#### THE RECORDS
================
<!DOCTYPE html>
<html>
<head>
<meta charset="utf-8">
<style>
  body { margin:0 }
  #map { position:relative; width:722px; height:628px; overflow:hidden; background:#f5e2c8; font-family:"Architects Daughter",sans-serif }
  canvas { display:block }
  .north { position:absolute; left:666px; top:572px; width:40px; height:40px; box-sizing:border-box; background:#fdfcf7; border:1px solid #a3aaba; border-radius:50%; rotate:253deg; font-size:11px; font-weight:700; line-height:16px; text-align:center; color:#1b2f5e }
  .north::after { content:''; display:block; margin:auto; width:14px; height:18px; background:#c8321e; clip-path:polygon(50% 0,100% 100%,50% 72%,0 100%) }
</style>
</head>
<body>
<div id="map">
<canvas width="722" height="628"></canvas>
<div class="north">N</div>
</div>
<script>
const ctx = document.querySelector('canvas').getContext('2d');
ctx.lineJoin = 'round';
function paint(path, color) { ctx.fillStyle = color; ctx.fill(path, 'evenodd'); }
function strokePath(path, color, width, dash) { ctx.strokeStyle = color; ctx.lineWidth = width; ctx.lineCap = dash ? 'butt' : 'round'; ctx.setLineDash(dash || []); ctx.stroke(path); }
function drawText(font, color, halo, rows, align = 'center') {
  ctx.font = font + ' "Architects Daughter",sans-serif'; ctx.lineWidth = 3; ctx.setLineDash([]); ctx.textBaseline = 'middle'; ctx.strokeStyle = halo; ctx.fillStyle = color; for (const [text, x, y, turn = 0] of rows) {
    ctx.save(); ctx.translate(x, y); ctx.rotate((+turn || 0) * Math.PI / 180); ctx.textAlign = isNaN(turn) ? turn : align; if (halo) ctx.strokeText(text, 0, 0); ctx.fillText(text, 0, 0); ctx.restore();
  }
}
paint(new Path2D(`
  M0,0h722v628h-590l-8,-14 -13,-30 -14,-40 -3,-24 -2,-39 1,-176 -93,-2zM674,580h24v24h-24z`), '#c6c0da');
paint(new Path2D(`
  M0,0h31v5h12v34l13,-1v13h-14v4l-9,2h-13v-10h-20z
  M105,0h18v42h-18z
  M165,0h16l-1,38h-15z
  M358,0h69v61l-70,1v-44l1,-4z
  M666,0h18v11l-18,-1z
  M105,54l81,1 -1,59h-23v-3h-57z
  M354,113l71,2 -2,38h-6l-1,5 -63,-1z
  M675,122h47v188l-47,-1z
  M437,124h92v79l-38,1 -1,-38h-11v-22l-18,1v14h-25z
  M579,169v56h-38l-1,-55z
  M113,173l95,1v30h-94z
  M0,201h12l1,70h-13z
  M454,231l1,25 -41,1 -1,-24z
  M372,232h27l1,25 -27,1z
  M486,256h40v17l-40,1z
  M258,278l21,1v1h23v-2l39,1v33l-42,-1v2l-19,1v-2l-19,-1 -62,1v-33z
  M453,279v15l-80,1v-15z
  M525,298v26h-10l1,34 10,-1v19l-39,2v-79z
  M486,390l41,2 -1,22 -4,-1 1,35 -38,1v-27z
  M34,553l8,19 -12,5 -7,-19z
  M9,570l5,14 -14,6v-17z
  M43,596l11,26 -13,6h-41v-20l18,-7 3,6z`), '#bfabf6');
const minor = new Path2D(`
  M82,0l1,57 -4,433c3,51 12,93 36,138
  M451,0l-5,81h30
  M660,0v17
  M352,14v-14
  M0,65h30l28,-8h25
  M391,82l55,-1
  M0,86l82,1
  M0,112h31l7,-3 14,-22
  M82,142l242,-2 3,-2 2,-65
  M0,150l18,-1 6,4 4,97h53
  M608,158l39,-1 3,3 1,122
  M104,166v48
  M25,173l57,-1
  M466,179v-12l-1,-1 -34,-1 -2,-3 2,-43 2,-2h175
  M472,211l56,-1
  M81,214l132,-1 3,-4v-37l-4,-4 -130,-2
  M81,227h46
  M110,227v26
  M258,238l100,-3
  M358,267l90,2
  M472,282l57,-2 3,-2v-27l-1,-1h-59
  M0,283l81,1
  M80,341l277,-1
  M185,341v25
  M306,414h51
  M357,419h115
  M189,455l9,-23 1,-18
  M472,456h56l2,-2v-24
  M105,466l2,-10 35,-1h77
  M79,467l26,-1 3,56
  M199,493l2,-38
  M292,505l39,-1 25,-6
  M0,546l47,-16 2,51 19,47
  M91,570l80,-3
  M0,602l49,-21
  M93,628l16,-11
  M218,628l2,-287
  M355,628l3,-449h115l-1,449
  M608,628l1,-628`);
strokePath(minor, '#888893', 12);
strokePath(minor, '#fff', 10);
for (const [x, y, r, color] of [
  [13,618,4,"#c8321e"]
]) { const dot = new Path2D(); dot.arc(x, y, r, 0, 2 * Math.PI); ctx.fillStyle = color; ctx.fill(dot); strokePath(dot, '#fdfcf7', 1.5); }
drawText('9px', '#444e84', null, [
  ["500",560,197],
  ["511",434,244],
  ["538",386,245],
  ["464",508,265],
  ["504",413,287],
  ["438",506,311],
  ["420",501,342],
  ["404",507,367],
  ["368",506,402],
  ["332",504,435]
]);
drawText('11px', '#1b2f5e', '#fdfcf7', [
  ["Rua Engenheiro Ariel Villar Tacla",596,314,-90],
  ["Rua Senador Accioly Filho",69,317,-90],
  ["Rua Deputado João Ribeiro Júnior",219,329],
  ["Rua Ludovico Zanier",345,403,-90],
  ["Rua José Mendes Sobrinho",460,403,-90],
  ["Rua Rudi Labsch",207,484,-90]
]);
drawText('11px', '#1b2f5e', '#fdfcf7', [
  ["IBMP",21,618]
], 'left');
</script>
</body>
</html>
================
#### WORK INSTRUCTIONS
Using the records above, select and copy every line that has the word "lineWidth".

#### WRITTEN RESPONSE
function strokePath(path, color, width, dash) { ctx.strokeStyle = color; ctx.lineWidth = width; ctx.lineCap = dash ? 'butt' : 'round'; ctx.setLineDash(dash || []); ctx.stroke(path); }
  ctx.font = font + ' "Architects Daughter",sans-serif'; ctx.lineWidth = 3; ctx.setLineDash([]); ctx.textBaseline = 'middle'; ctx.strokeStyle = halo; ctx.fillStyle = color; for (const [text, x, y, turn = 0] of rows) {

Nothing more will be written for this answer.